Human embryonic stem cells (hESC) and production methods based on destroyed human embryos or fertilized egg cells (early embryos) are – according to the European Court of Jusice (ECG) – excluded from patent protection on account of violation of morality (see News of October 19, 2011). The European Patent Office (EPO) being the competent authority for the grant of European Patents shares this opinion (see News of January 2, 2009 relating to G 2/06).
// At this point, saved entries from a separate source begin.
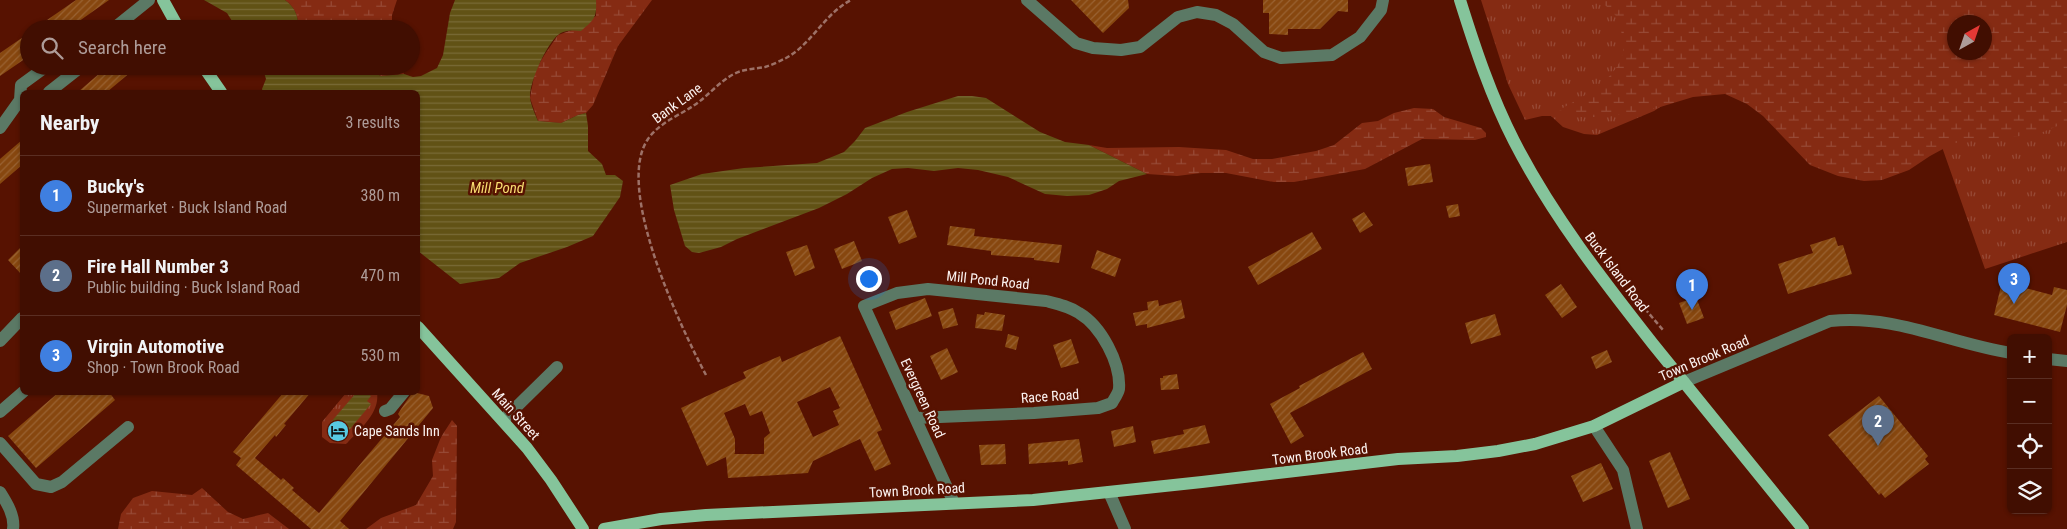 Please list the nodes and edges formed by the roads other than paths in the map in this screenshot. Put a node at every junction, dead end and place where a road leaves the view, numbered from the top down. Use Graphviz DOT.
graph roads {
  1 [pos="149,0"];
  2 [pos="163,0"];
  3 [pos="1027,0"];
  4 [pos="1383,0"];
  5 [pos="1460,0"];
  6 [pos="124,20"];
  7 [pos="174,20"];
  8 [pos="35,75"];
  9 [pos="71,75"];
  10 [pos="210,75"];
  11 [pos="21,90"];
  12 [pos="52,90"];
  13 [pos="221,90"];
  14 [pos="20,101"];
  15 [pos="0,128"];
  16 [pos="864,306"];
  17 [pos="20,320"];
  18 [pos="420,329"];
  19 [pos="1101,334"];
  20 [pos="0,341"];
  21 [pos="2007,352"];
  22 [pos="2052,359"];
  23 [pos="2067,361"];
  24 [pos="558,368"];
  25 [pos="1684,382"];
  26 [pos="20,395"];
  27 [pos="402,395"];
  28 [pos="385,411"];
  29 [pos="0,412"];
  30 [pos="916,418"];
  31 [pos="502,420"];
  32 [pos="1594,426"];
  33 [pos="128,427"];
  34 [pos="0,443"];
  35 [pos="0,492"];
  36 [pos="1109,492"];
  37 [pos="954,503"];
  38 [pos="13,528"];
  39 [pos="582,529"];
  40 [pos="604,529"];
  41 [pos="1125,529"];
  42 [pos="1637,529"];
  43 [pos="1803,529"];
  1 -- 6 [label="street"];
  2 -- 7 [label="main road"];
  3 -- 4 [label="street"];
  5 -- 25 [label="main road, Buck Island Road"];
  8 -- 11 [label="street"];
  9 -- 12 [label="street"];
  10 -- 13 [label="main road"];
  14 -- 15 [label="street"];
  16 -- 19 [label="street, Mill Pond Road"];
  16 -- 30 [label="street, Evergreen Road"];
  17 -- 20 [label="street"];
  18 -- 31 [label="main road, Main Street"];
  19 -- 30 [label="street, Race Road"];
  21 -- 25 [label="street, Town Brook Road"];
  22 -- 23 [label="street"];
  24 -- 31 [label="street"];
  25 -- 32 [label="main road, Town Brook Road"];
  25 -- 43 [label="main road, Buck Island Road"];
  26 -- 29 [label="street"];
  27 -- 28 [label="street"];
  30 -- 37 [label="street, Evergreen Road"];
  31 -- 39 [label="main road, Main Street"];
  32 -- 36 [label="main road, Town Brook Road"];
  32 -- 42 [label="street"];
  33 -- 34 [label="street"];
  35 -- 38 [label="street"];
  36 -- 37 [label="main road, Town Brook Road"];
  36 -- 41 [label="street"];
  37 -- 40 [label="main road, Town Brook Road"];
}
The conclusion made in G 2/06 that Rule 28 (c) EPC prohibits the patent protection of products being obtainable only under destruction of human embryos at the time of application is reflected in the Guidelines for Examination in the European Patent Office under Number 5.3 iii), Chapter II, Part G:

“A claim directed to a product, which at the filing date of the application could be exclusively obtained by a method which necessarily involved the destruction of human embryos from which the said product is derived is excluded from patentability under Rule 28(c), even if said method is not part of the claim (see G 2/06). The point in time at which such destruction takes place is irrelevant.”

In the meantime, however, there are hES-cell lines which can be obtained without the destruction of human embryos (see Chung et al., Human Embryonic Stem Cell Lines Generated without Embryo Destruction, Cell Stem Cell (2008) Feb 7; 2(2): 113-117. Doi: 10.1016/j.stem.2007.12.013).

By referring to the above-mentioned scientific publication the EPO does not necessarily assume an embryo-destroying approach as an obstacle to patentability. This holds true, in particular, if the application or priority date lies after January 10, 2008 being the electronic publication date of the above-mentioned scientific article. This practice in favour of the applicant is exercised since September 2012 and has not yet been introduced into the official EPO guidelines. In case of an objection under our Rule 28 (c) EPC therefore the initiative of the applicant or, respectively, his representative is demanded for an appropriate defence.

In relation with applications having a priority or application date before January 10, 2008 the EPO does not in general refuse the argument that non-Embryo-destructive technologies for obtaining hESC have already been available before this date. It is, however, not sufficient to point out that commercially available hES-cell lines existed at the application date. Furthermore, the proof has to be provided that these commercial cell lines have been fabricated without destroying human embryos (see T 2221/10 of February 4, 2014).